(EXCERPTED DATA Opens)

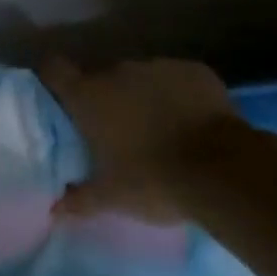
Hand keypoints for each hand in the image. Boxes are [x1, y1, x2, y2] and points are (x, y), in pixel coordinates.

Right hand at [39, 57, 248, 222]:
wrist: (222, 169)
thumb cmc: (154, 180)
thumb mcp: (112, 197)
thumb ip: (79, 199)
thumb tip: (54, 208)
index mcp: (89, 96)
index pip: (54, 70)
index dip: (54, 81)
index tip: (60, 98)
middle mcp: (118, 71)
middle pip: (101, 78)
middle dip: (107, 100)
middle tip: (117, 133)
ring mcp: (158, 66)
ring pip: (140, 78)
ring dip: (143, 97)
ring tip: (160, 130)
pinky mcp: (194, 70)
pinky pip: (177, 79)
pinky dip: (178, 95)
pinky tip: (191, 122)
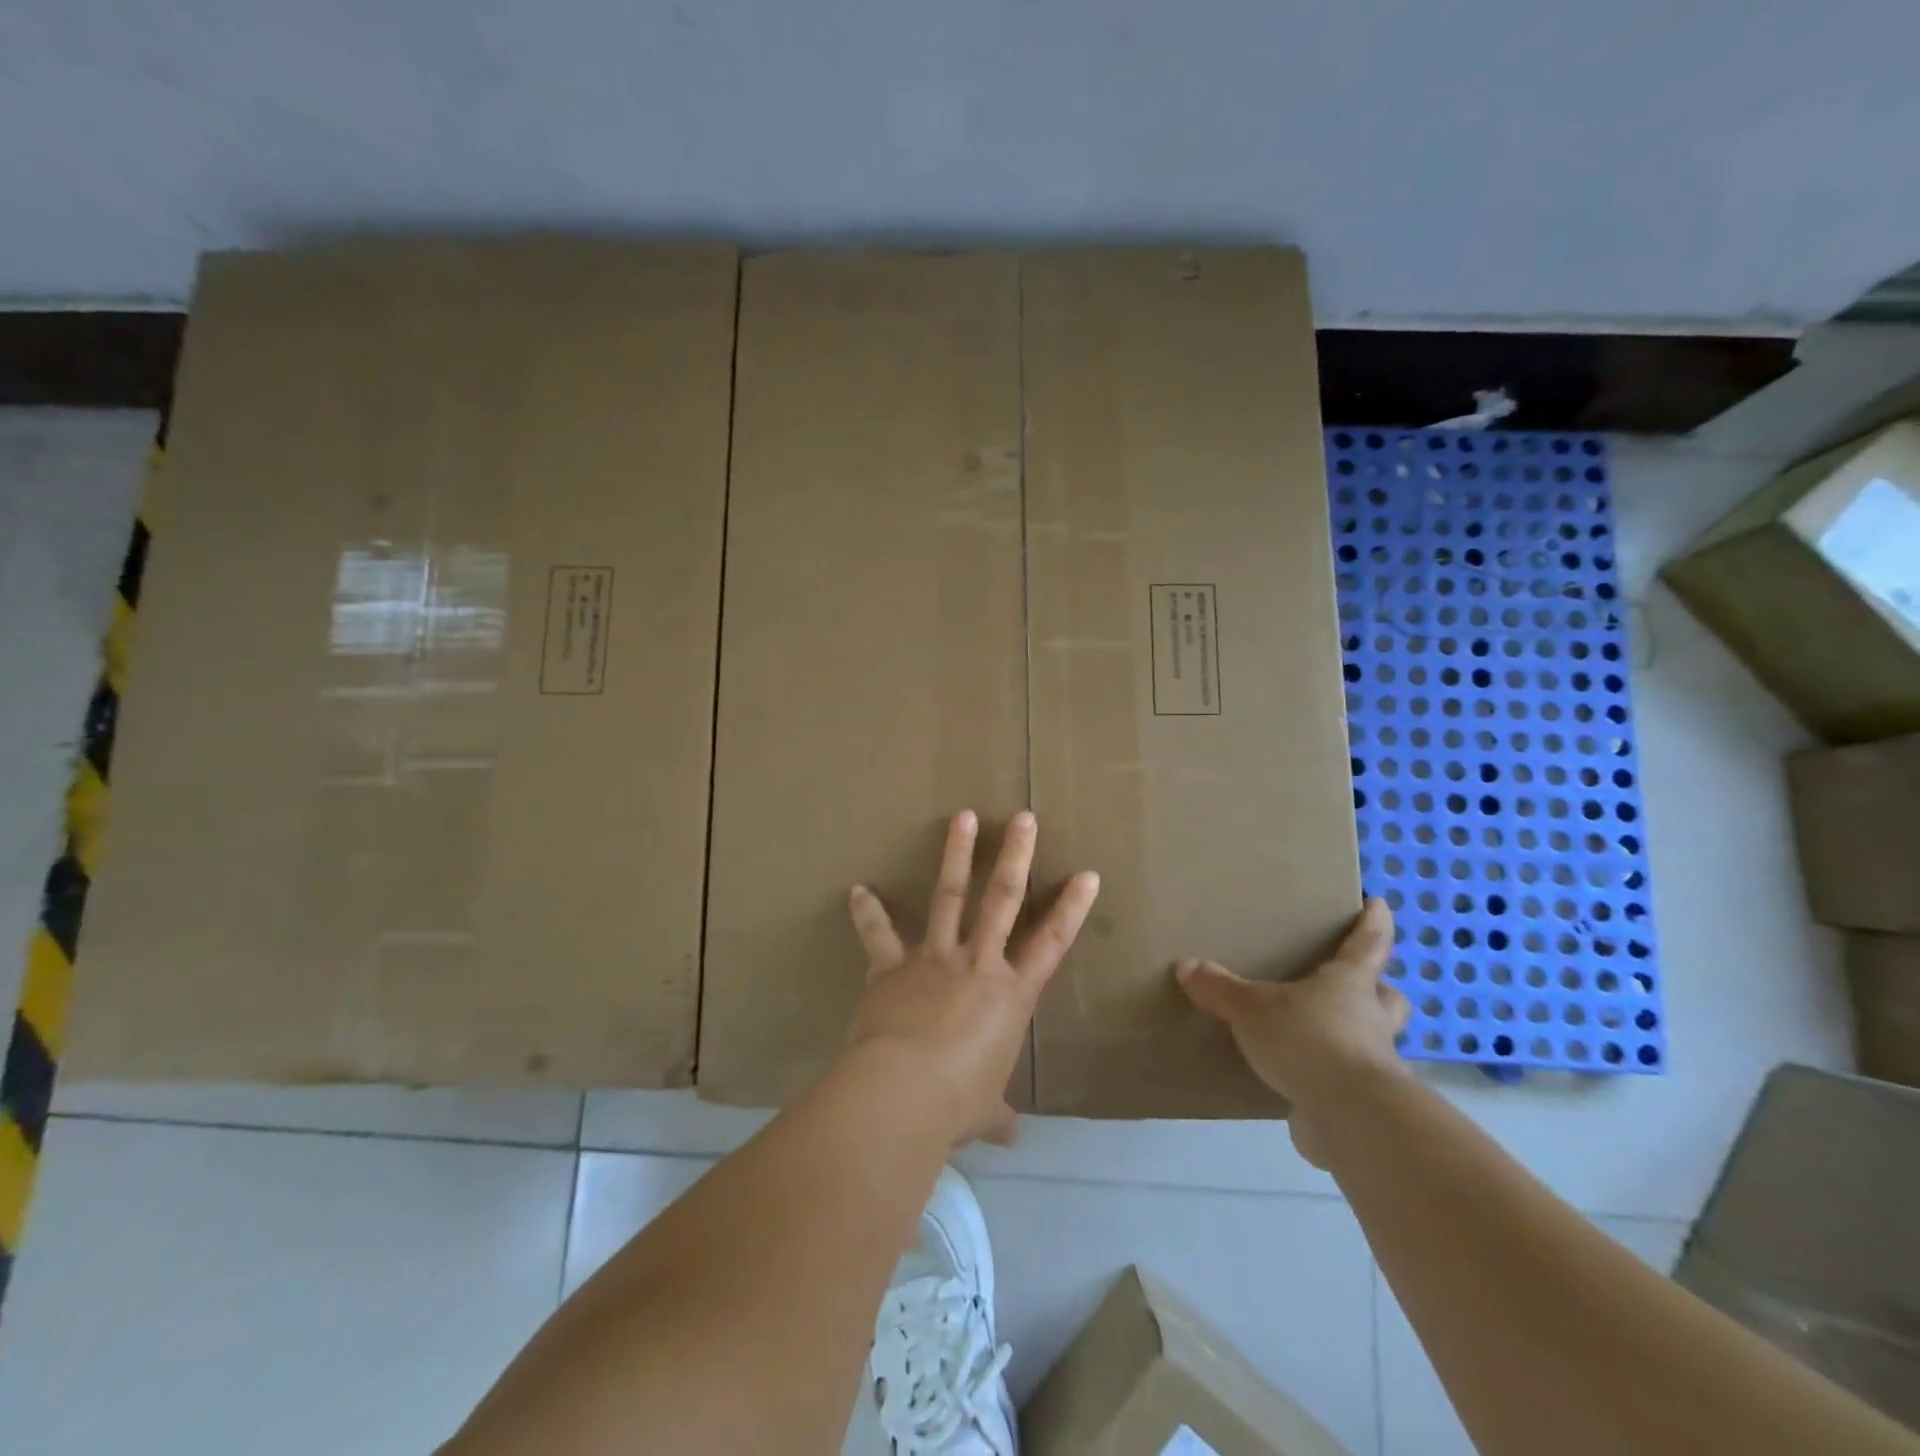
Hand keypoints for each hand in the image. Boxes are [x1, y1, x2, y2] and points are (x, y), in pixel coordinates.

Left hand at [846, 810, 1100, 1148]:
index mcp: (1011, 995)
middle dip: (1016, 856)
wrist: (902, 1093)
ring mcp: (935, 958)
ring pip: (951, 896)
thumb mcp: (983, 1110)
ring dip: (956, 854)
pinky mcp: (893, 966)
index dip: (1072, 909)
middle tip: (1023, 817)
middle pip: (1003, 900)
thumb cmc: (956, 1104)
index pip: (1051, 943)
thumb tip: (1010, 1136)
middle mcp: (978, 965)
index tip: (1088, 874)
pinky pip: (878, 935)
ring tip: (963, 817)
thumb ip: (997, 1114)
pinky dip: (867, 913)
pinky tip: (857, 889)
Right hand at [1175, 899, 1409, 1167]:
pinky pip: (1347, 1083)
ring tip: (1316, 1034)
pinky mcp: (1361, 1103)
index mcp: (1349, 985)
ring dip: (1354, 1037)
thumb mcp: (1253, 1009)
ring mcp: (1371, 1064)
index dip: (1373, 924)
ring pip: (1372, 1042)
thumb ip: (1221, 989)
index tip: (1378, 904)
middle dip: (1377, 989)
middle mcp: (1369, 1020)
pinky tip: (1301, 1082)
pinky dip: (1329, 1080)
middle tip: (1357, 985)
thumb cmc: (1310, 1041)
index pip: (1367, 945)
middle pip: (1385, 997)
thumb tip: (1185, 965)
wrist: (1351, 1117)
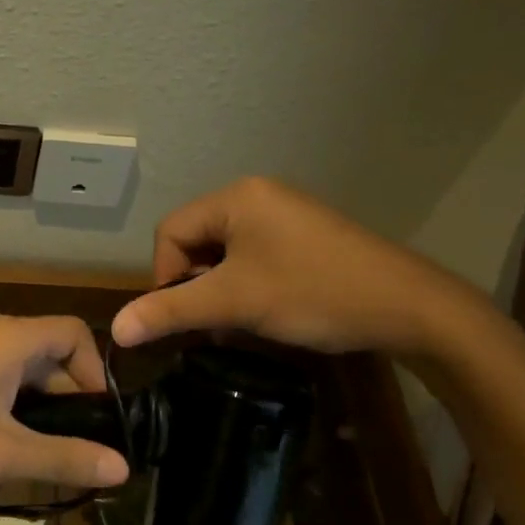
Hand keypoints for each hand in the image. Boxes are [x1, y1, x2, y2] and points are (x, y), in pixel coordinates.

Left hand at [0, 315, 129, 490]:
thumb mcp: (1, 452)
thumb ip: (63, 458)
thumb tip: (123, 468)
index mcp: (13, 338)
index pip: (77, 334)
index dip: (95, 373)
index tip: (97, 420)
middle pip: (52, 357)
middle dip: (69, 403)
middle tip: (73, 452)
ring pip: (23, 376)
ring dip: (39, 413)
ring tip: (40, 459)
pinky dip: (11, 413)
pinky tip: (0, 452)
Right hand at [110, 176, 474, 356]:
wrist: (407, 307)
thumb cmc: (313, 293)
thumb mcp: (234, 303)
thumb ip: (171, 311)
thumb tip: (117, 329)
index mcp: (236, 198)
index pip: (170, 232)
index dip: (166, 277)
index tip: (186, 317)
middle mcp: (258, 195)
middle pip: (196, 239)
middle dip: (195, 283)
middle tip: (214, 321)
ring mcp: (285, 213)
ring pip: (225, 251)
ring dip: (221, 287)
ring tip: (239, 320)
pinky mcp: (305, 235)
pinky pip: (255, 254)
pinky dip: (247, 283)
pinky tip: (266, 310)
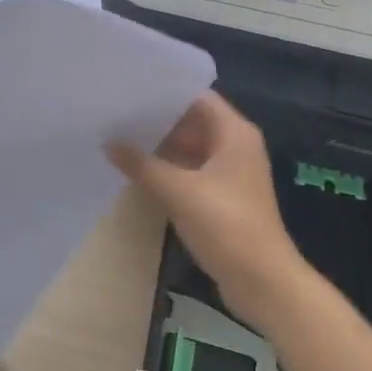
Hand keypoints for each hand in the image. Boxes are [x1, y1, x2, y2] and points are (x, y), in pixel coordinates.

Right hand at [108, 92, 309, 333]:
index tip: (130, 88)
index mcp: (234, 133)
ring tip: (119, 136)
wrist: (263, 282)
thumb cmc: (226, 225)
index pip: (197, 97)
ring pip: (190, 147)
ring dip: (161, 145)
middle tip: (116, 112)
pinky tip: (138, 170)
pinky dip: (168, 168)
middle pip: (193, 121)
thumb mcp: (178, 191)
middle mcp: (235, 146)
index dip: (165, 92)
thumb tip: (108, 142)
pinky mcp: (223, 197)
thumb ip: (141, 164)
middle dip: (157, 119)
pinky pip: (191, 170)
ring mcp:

(EXCERPTED DATA Closes)

EXERCISE BRIEF -> Please write out exactly, and only, the lines from the beginning of the entries through the line containing "index mcp: (89, 96)", including both and skipping all pictures.

EXERCISE RESULT ->
Hand keypoints for each hand in the image. Boxes are [x1, y1, x2, y2] and points are (x, y), in pixel coordinates.

Right hand at [39, 57, 248, 222]:
wrist: (222, 169)
thumb cmc: (154, 180)
thumb mcp: (112, 197)
thumb ip: (79, 199)
thumb tip: (54, 208)
index mcp: (89, 96)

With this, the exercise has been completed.